Gli esami per la diagnosi precoce del tumore del colon-retto non sono gli unici riguardo al quale ci sono novità. Uno studio i cui risultati sono stati appena pubblicati sulla rivista Plos Medicine suggerisce che, per gli uomini con casi di tumore della prostata in famiglia, il momento in cui prendere in considerazione l’eventualità di sottoporsi alla misurazione dei livelli di PSA (antigene prostatico specifico) potrebbe essere anticipato anche di 12 anni rispetto all’età suggerita da alcune linee guida (50 anni). Analizzando i dati relativi alla Svezia, riguardanti complessivamente oltre sei milioni di uomini, un gruppo di ricercatori del German Cancer Research Center (DKFZ) di Heidelberg ha concluso che chi ha avuto in famiglia casi di tumore della prostata ha un rischio decisamente più alto di sviluppare questo tipo di cancro rispetto al resto della popolazione e potrebbe trarre vantaggio dall’anticipazione del test.

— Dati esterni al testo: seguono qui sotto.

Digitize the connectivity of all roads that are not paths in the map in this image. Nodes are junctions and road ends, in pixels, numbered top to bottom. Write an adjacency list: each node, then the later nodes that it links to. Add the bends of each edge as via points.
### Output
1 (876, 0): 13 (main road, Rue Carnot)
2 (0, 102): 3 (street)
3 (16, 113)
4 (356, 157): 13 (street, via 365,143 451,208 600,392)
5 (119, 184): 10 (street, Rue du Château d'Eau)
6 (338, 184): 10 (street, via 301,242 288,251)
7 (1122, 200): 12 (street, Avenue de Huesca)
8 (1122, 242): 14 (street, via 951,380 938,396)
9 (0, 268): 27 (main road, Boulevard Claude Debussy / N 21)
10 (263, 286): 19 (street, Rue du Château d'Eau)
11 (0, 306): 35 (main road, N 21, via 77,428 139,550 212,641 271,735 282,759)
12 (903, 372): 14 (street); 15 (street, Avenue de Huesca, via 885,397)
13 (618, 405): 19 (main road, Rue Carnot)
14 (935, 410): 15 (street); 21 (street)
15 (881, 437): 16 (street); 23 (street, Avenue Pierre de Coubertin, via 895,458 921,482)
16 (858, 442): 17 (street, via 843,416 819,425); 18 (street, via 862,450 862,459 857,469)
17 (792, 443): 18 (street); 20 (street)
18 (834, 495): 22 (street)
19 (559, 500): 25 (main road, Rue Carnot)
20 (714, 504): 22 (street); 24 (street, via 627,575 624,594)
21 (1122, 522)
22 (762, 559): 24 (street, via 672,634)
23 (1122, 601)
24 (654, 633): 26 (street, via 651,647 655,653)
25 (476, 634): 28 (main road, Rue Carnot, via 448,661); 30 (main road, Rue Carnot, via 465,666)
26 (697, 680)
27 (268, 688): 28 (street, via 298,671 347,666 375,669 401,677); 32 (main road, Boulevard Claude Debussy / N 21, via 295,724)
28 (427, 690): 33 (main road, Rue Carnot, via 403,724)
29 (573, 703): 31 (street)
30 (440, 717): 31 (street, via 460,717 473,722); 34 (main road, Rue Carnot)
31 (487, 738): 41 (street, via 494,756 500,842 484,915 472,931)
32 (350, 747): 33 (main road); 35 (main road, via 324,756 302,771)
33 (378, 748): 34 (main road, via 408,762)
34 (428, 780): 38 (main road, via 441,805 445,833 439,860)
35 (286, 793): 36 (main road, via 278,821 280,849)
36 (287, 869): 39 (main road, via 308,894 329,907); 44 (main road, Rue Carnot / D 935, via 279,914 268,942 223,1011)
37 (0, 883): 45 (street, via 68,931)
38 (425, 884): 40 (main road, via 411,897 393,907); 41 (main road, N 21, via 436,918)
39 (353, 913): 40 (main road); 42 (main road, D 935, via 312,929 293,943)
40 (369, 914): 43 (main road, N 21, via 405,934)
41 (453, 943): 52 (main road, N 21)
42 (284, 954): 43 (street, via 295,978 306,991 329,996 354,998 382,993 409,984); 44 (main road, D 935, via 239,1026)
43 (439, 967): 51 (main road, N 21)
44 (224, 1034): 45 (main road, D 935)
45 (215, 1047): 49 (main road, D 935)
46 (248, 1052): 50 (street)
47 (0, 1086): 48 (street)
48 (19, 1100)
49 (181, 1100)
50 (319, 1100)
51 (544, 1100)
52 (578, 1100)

Il test del PSA per il tumore della prostata è oggetto di intenso dibattito tra gli oncologi perché, a differenza dello screening per il tumore del colon-retto, della mammella e della cervice uterina, l’esito dell’esame non è sempre attendibile e anche per questo il rapporto fra rischi e benefici non è così nettamente positivo. Da una parte sottoporsi al test può ridurre la probabilità di morire per tumore della prostata in alcuni uomini. Dall’altra parte, il test del PSA può portare all’identificazione di tumori a lentissima crescita che non avrebbero messo in pericolo la vita del paziente, avviando inutilmente un percorso terapeutico con complicanze potenziali non irrilevanti, come incontinenza e disfunzione erettile. Anche per queste ragioni in Italia il test del PSA non fa parte degli screening offerti gratuitamente alla popolazione.
L’USPSTF raccomanda che la decisione di sottoporsi periodicamente a test del PSA per gli uomini di età compresa tra 55 e 69 anni venga fatta a livello individuale: ogni uomo deve discutere con il medico i potenziali rischi e benefici, e prendere una decisione anche in base alle proprie preferenze. L’USPSTF ha riconosciuto che probabilmente il test offre maggiori benefici agli individui con una storia familiare di tumore della prostata rispetto agli altri, ma gli esperti non hanno formulato una raccomandazione specifica per questa categoria. “In uno sforzo teso verso la personalizzazione dell’uso del test del PSA, in contrasto con la strategia ‘a taglia unica’ del passato, sulla base dei nostri risultati suggeriamo di dividere gli uomini con familiarità in 5 gruppi diversi in modo da essere in grado di proporre una selezione più accurata delle persone e interventi di prevenzione che tengano conto dei loro livelli di rischio” scrivono gli autori dello studio. Questa proposta potrebbe in futuro essere incorporata da alcune linee guida.